1. The method for detecting the enrofloxacin is characterized by comprising the steps of dropwise adding a sample containing the enrofloxacin on a nano gold particle modified Raman substrate with surface activity, and collecting an enrofloxacin surface enhanced Raman spectrum by using a Raman spectrometer after a solvent is evaporated to dryness.
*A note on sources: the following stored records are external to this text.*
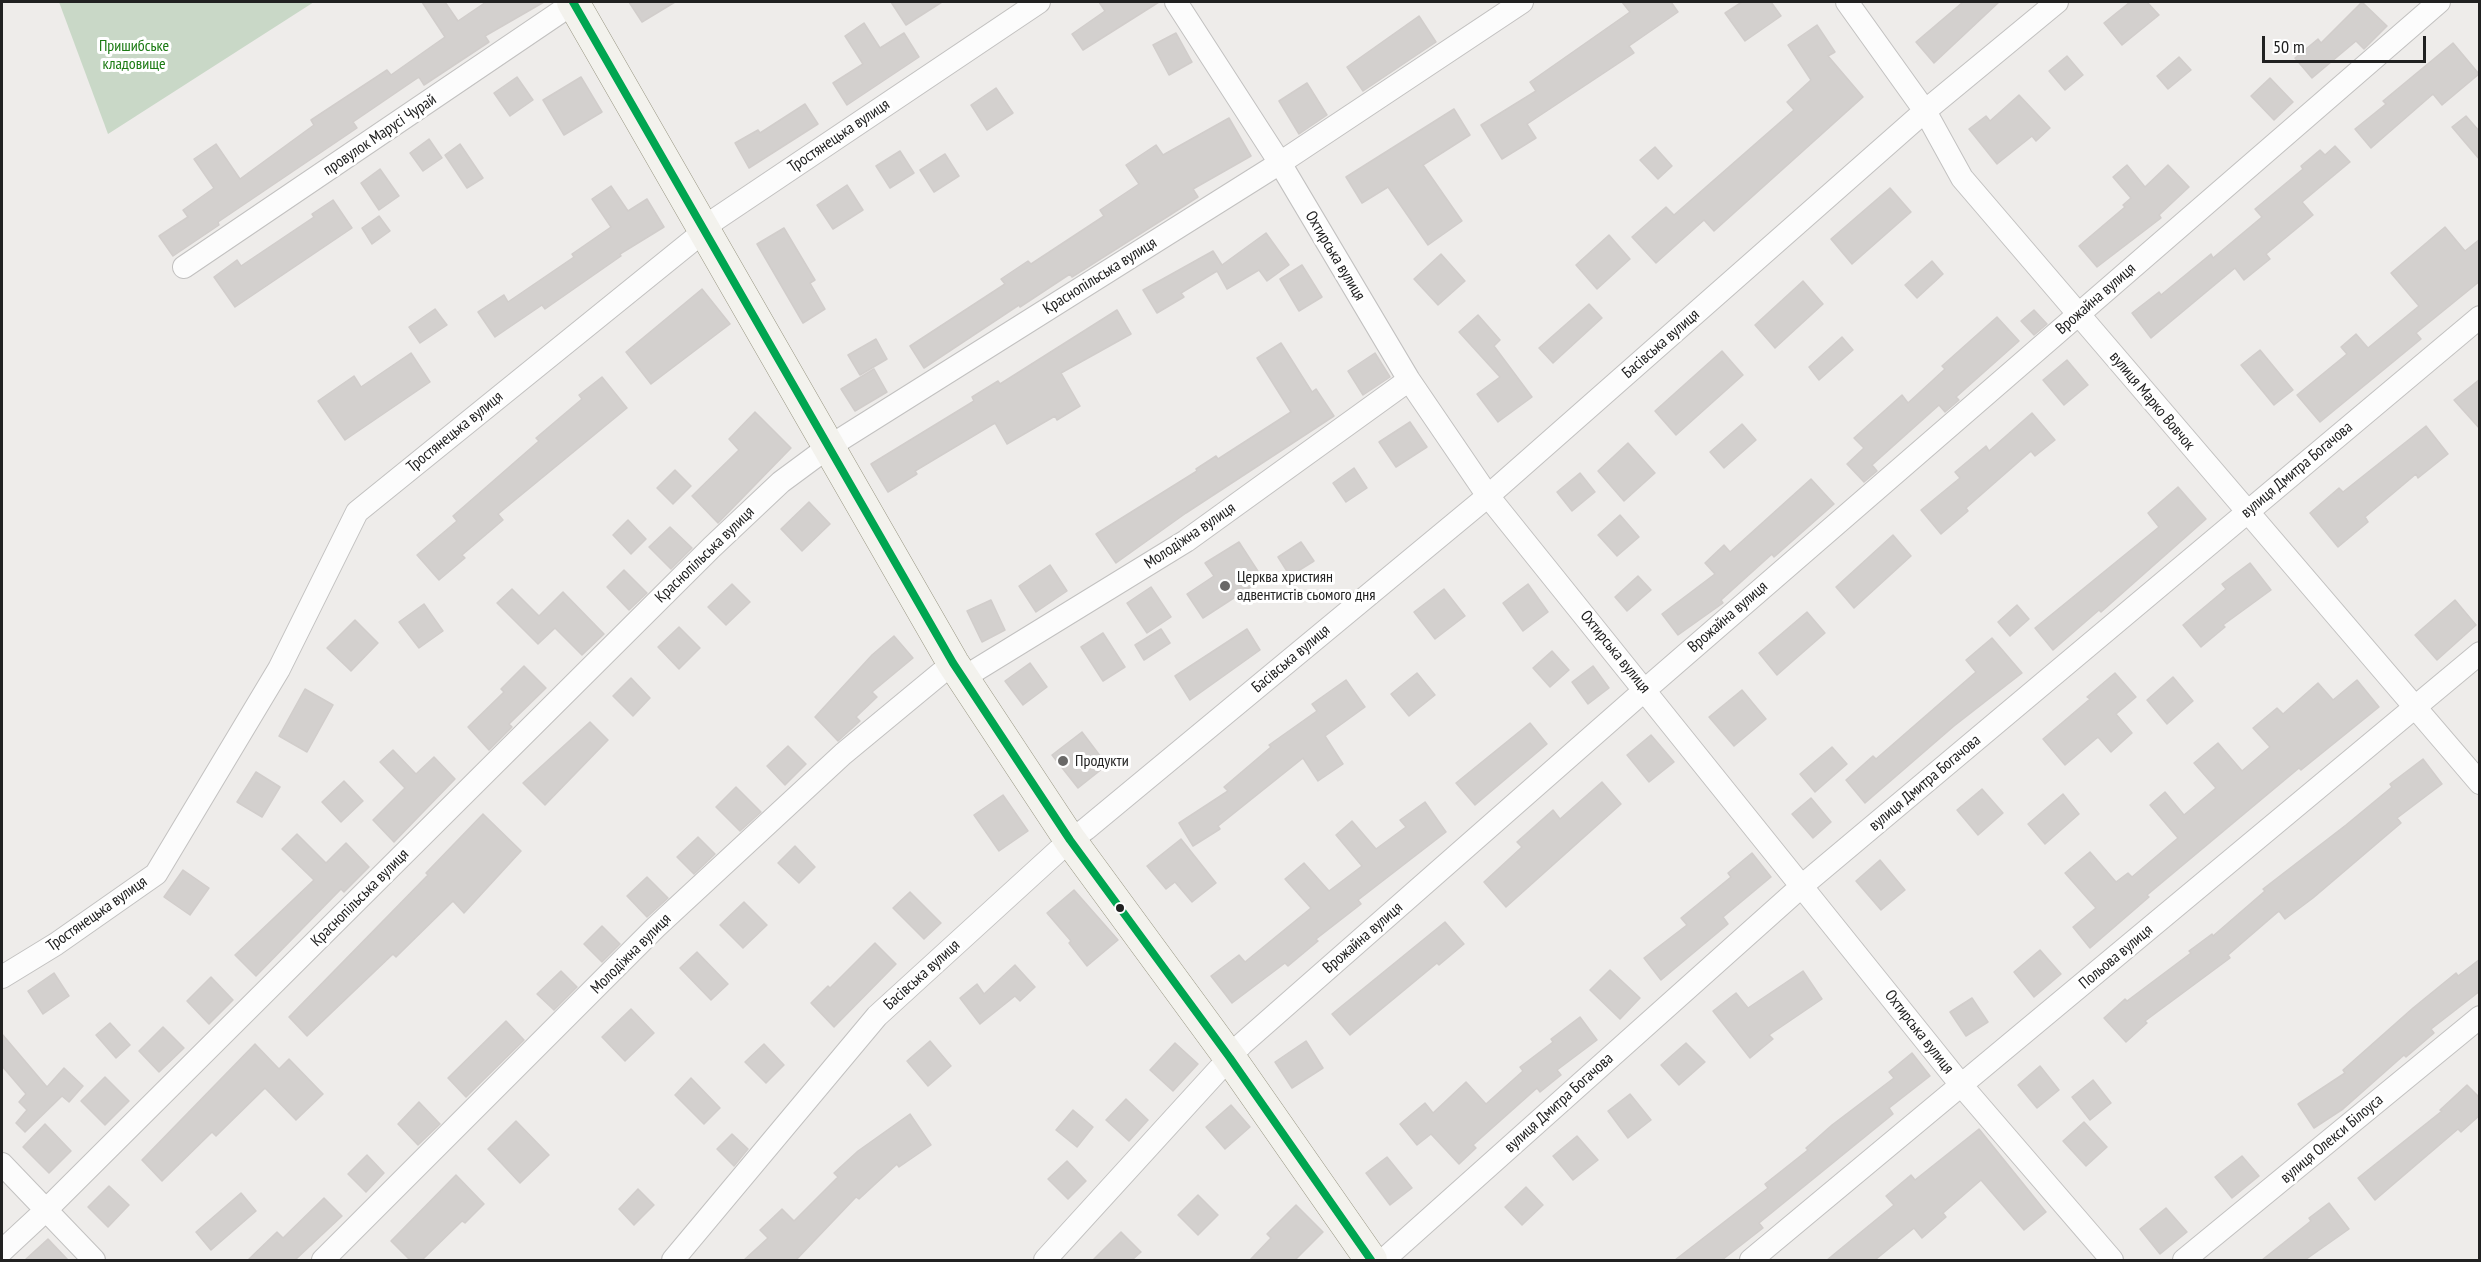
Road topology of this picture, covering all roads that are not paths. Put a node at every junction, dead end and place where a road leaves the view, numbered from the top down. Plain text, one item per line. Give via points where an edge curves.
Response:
1 (574, 2) edge
2 (1039, 2) edge
3 (1176, 2) edge
4 (1522, 2) edge
5 (1847, 2) edge
6 (2057, 2) edge
7 (2439, 2) edge
8 (1925, 111) junction
9 (1280, 163) junction
10 (703, 232) junction
11 (184, 267) dead end
12 (2078, 314) junction
13 (2480, 317) edge
14 (1408, 380) junction
15 (827, 448) junction
16 (1488, 496) junction
17 (2246, 513) junction
18 (2480, 653) edge
19 (958, 670) junction
20 (1646, 689) junction
21 (2415, 708) junction
22 (2480, 783) edge
23 (1070, 840) junction
24 (1803, 885) junction
25 (2, 977) edge
26 (2480, 1017) edge
27 (1230, 1058) junction
28 (1962, 1086) junction
29 (2, 1164) edge
30 (45, 1211) junction
31 (2, 1251) edge
32 (94, 1260) edge
33 (323, 1260) edge
34 (673, 1260) edge
35 (1045, 1260) edge
36 (1371, 1260) edge
37 (1380, 1260) edge
38 (1751, 1260) edge
39 (2112, 1260) edge
40 (2184, 1260) edge

1 - 10 street
1 - 11 street, провулок Марусі Чурай
2 - 10 street, Тростянецька вулиця via 716,219
3 - 9 street, Охтирська вулиця
4 - 9 street, Краснопільська вулиця
5 - 8 street, вулиця Марко Вовчок
6 - 8 street, Басівська вулиця
7 - 12 street, Врожайна вулиця
8 - 12 street, вулиця Марко Вовчок via 1962,178
8 - 16 street, Басівська вулиця
9 - 14 street, Охтирська вулиця
9 - 15 street, Краснопільська вулиця
10 - 15 street
10 - 25 street, Тростянецька вулиця via 357,512 279,669 156,874
12 - 17 street, вулиця Марко Вовчок
12 - 20 street, Врожайна вулиця
13 - 17 street, вулиця Дмитра Богачова
14 - 16 street, Охтирська вулиця
14 - 19 street, Молодіжна вулиця via 1186,541
15 - 19 street
15 - 30 street, Краснопільська вулиця via 781,482 712,547
16 - 20 street, Охтирська вулиця
16 - 23 street, Басівська вулиця
17 - 21 street, вулиця Марко Вовчок
17 - 24 street, вулиця Дмитра Богачова
18 - 21 street, Польова вулиця
19 - 23 street
19 - 33 street, Молодіжна вулиця via 843,754 656,927
20 - 24 street, Охтирська вулиця
20 - 27 street, Врожайна вулиця
21 - 22 street, вулиця Марко Вовчок
21 - 28 street, Польова вулиця
23 - 27 street
23 - 34 street, Басівська вулиця via 877,1016
24 - 28 street, Охтирська вулиця
24 - 37 street, вулиця Дмитра Богачова
26 - 40 street, вулиця Олекси Білоуса
27 - 35 street, Врожайна вулиця
27 - 36 street
28 - 38 street, Польова вулиця
28 - 39 street, Охтирська вулиця
29 - 30 street
30 - 31 street, Краснопільська вулиця
30 - 32 street

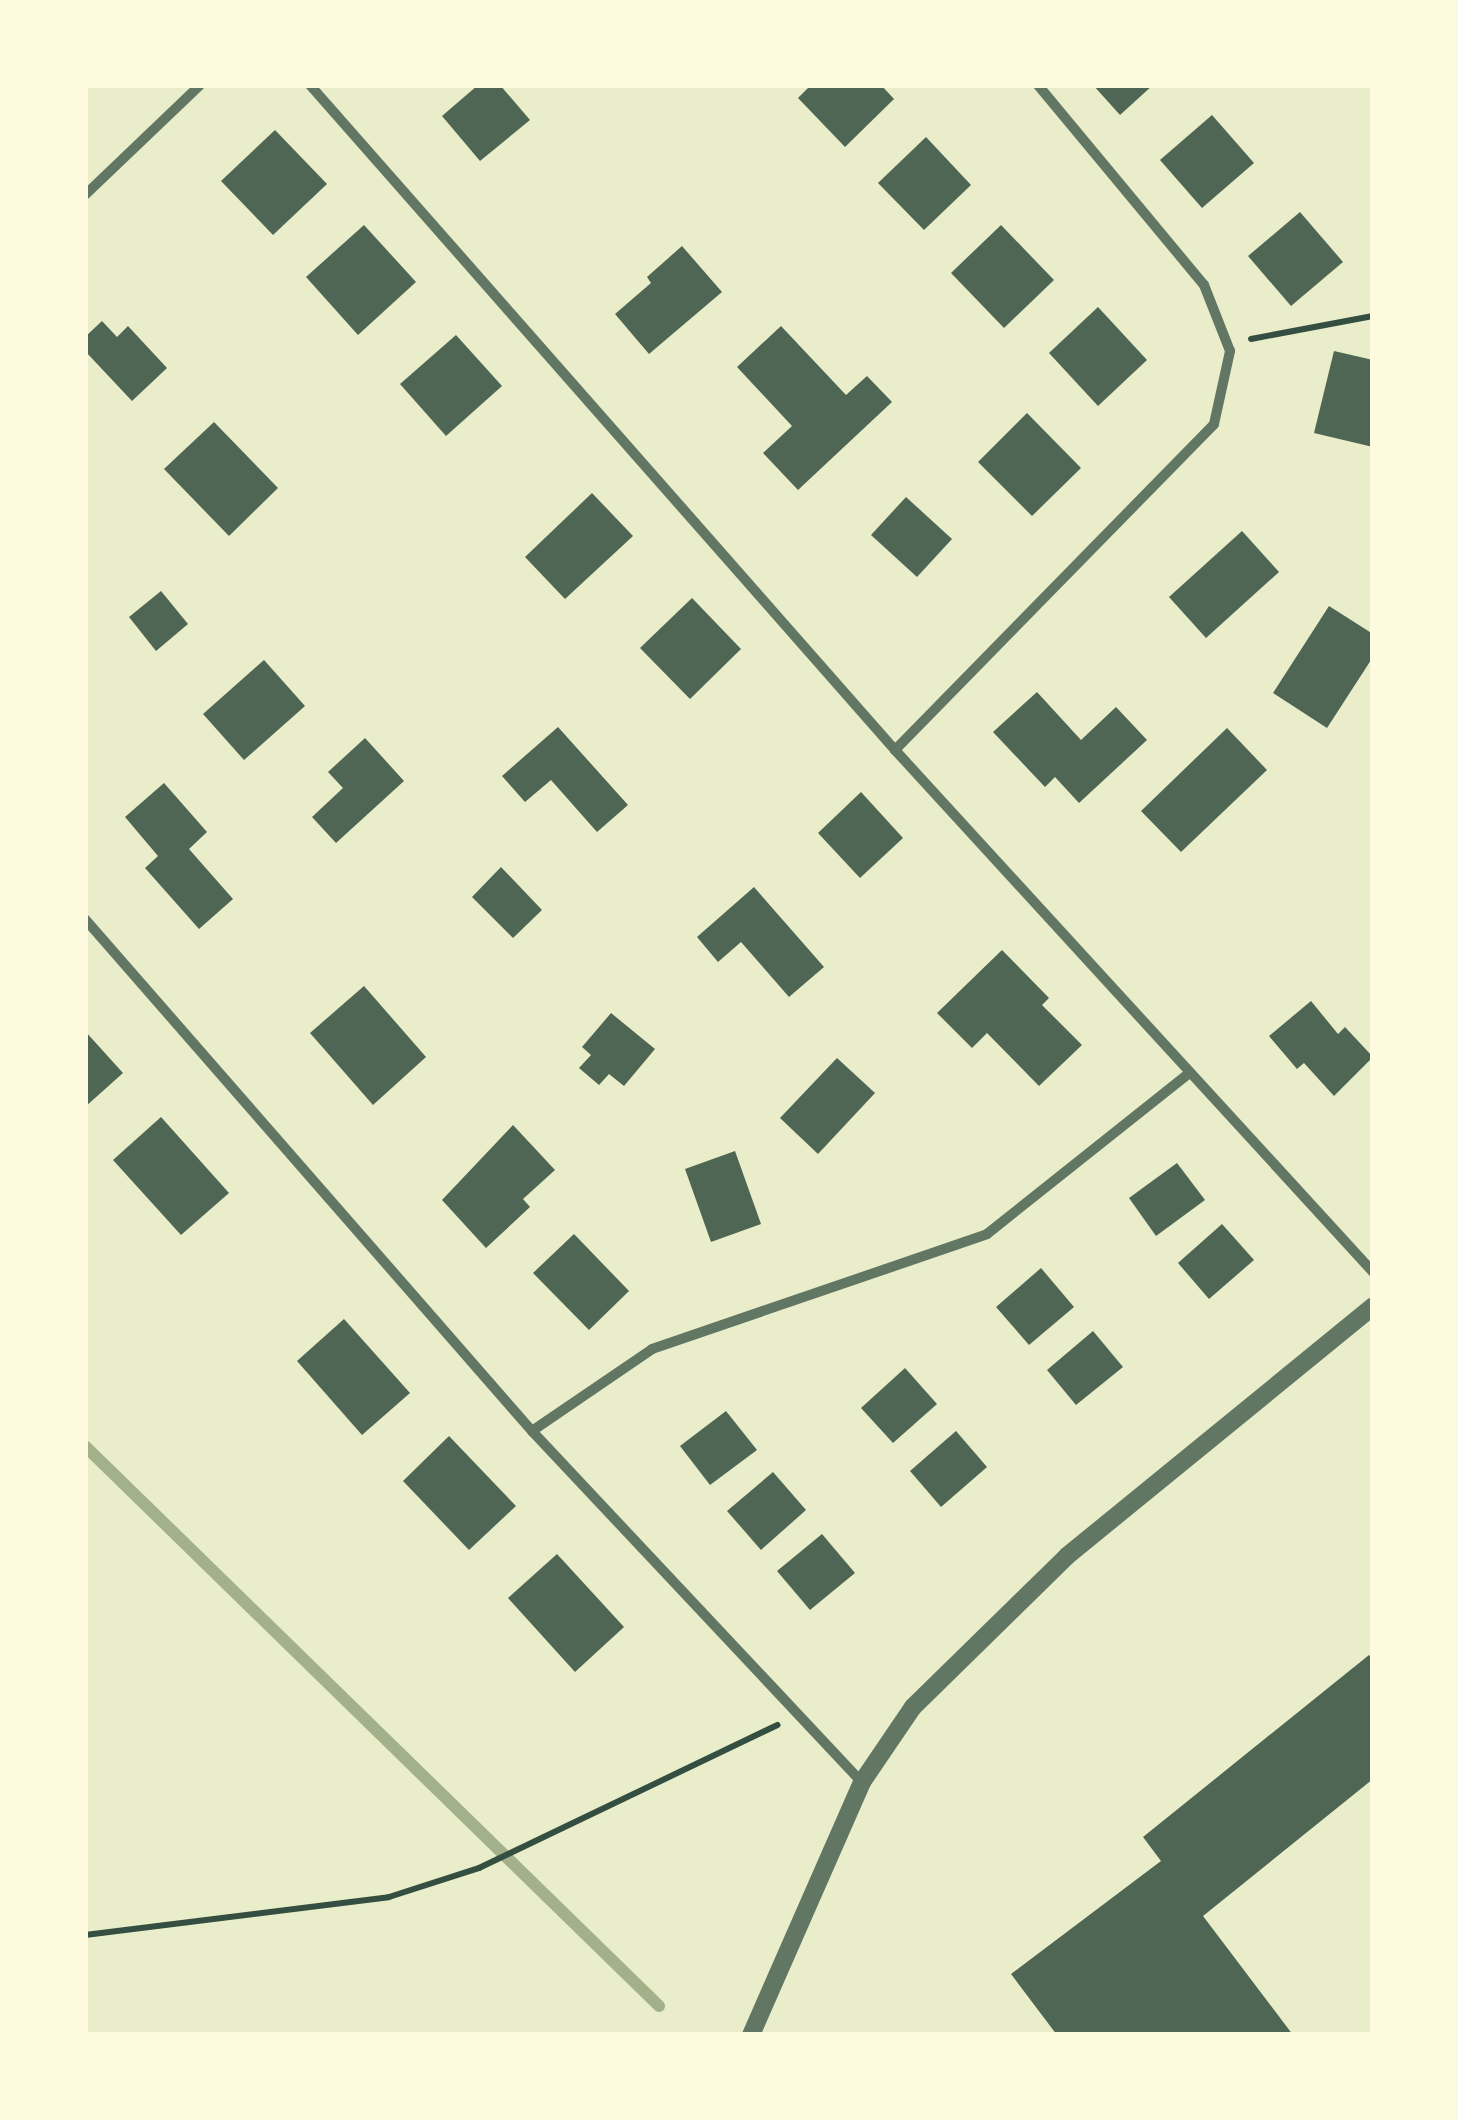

2. The method for detecting enrofloxacin according to claim 1, wherein the surface enhanced Raman spectrum of enrofloxacin has 1625, 1480, 1450, 1395, 1340, 640cm^-1Processing the characteristic peak.

3. The method for detecting enrofloxacin as claimed in claim 1, wherein the gold nanoparticles are gold sol.

4. The method for detecting enrofloxacin according to claim 3, wherein the colloidal gold is prepared by the following method:

5. The application of the detection method of any one of claims 1 to 4 in detecting the residual amount of enrofloxacin in a water body or an aquatic product.

6. The use of claim 5, wherein the step of detecting the residual amount of enrofloxacin in the body of water comprises: taking a proper amount of culture water sample, centrifuging, taking a sample solution, adding a proper amount of KI solution into a Raman sample pool, and adding HNO₃Adding a proper amount of concentrated gold sol into the solution, uniformly mixing, standing and then measuring by a Raman spectrometer.

7. The use of claim 6, wherein the use detects a minimum of 0.1 μ g/mL enrofloxacin residue in the body of water.

8. The use of claim 5, wherein the step of detecting residual amount of enrofloxacin in the aquatic product comprises: weighing a sample, adding acetonitrile formate, performing oscillation extraction, adding anhydrous sodium sulfate, uniformly mixing, dewatering and centrifuging; adding acetonitrile formate into the supernatant, repeatedly extracting for one time, combining the supernatant extract obtained in the two times, and drying by using nitrogen; adding formic acid solution to dissolve residue, vortex oscillating, adding n-hexane, shaking, centrifuging, discarding supernatant, and collecting lower layer liquidAdding KI solution and HNO into the Manan sample cell₃Adding a proper amount of concentrated gold sol into the solution, uniformly mixing, and standing for measurement by a Raman spectrometer.

9. The use of claim 8, wherein the use detects a minimum of 100 μ g/kg enrofloxacin residual in the aquatic product.